Raphaël Fejtö retrouve Romain Duris pour son second long-métrage où l'acteur nous fait un numéro de bobo trentenaire.
Quatre ans après
Osmose,
Raphael Fejtö revient avec son second film, L'Age d'homme… maintenant ou jamais bien décidé tout d'abord à retrouver ses comédiens fétiches. Outre
Clément Sibony et Rachid Djaïdani, c'est surtout
Romain Duris qu'il décide de mettre à nouveau en avant. Il confie à l'acteur, devenu le symbole d'un cinéma d'auteur à légère tendance bobo, un rôle qui lui va comme un gant. Il interprète Samuel, un réalisateur qui, à l'aurore de ses 30 ans, semble plus préoccupé de la façon dont tombe son jean sur ses chaussures que de savoir quand il finira le scénario de son second film. Son autre problème du moment est plus important. En effet, dans une crise de panique, il s'est donné 24 heures pour savoir s'il restait ou non avec Tina, une photographe avec qui il vit depuis un an. Loin de l'insupportable film à bobo trentenaire dépressif qu'on aurait pu craindre au vu du sujet, Raphaël Fejtö, également scénariste, décide d'en tirer une comédie.
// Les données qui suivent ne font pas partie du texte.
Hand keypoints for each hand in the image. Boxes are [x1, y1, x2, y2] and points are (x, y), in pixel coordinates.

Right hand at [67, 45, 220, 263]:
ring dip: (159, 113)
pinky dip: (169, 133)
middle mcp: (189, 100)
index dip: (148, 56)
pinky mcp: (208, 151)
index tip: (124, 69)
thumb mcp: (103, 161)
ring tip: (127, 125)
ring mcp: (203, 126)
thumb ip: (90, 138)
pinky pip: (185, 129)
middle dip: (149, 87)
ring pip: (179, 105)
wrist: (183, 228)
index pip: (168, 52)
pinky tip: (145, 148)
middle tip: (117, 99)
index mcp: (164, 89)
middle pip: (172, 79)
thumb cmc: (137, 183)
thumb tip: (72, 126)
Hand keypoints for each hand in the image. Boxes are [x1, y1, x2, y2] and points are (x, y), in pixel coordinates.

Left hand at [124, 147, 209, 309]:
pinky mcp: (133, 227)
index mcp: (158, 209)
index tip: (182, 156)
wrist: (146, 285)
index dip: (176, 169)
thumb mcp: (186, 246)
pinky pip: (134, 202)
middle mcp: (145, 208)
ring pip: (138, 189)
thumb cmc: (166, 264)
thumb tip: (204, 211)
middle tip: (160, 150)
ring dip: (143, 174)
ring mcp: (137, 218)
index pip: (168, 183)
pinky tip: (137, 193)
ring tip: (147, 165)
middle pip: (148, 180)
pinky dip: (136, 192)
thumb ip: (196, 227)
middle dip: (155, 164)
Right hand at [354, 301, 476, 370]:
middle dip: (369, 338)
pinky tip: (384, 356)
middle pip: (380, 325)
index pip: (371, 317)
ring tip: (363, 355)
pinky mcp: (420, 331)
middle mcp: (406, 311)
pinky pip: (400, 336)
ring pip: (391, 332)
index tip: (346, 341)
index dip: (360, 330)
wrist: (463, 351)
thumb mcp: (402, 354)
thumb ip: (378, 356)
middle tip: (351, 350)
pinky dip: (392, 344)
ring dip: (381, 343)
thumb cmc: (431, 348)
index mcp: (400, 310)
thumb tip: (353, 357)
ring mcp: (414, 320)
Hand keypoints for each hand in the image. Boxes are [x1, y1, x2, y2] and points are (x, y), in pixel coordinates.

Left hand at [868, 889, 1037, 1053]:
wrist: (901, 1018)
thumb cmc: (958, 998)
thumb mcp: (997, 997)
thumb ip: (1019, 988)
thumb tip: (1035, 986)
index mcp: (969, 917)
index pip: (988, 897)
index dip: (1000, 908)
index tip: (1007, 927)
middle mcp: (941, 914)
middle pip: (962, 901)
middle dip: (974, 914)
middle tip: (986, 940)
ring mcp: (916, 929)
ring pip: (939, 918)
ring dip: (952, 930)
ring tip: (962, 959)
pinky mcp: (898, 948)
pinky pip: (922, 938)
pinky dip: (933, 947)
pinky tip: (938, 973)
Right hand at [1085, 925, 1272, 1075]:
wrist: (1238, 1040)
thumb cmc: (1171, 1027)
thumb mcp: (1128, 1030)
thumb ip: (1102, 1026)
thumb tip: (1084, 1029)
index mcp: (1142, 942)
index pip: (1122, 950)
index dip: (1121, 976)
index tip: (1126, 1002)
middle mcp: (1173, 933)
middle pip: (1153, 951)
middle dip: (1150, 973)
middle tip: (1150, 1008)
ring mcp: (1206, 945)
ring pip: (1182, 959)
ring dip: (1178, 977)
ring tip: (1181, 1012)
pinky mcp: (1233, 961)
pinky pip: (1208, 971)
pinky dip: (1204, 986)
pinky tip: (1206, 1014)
Romain Duris devient donc bobo jusqu'à l'absurde avec une bonne louche de loose, prenant du recul sur l'image qu'il peut véhiculer habituellement et se lâchant totalement. Il nous livre un vrai petit one-man-show, mettant son physique et son charisme au service de l'humour, volontiers potache, de son réalisateur. Sympathique, certes, mais ça ne vole pas haut, et le tout finit très vite par tourner dans le vide. Le scénario ne tourne autour que de deux thématiques déjà largement traitées - l'engagement et la paternité - sans les pousser très loin, et multiplie avec difficulté les péripéties un peu au hasard pour parvenir à 1h30. Après les 1h10 d'
Osmose, il faut croire que
Raphael Fejtö n'est vraiment pas fait pour la longueur. Si le charme du couple formé par
Romain Duris et
Aïssa Maïga est évident, les pauvres
Clément Sibony et Rachid Djaïdani ne font eux que de la figuration.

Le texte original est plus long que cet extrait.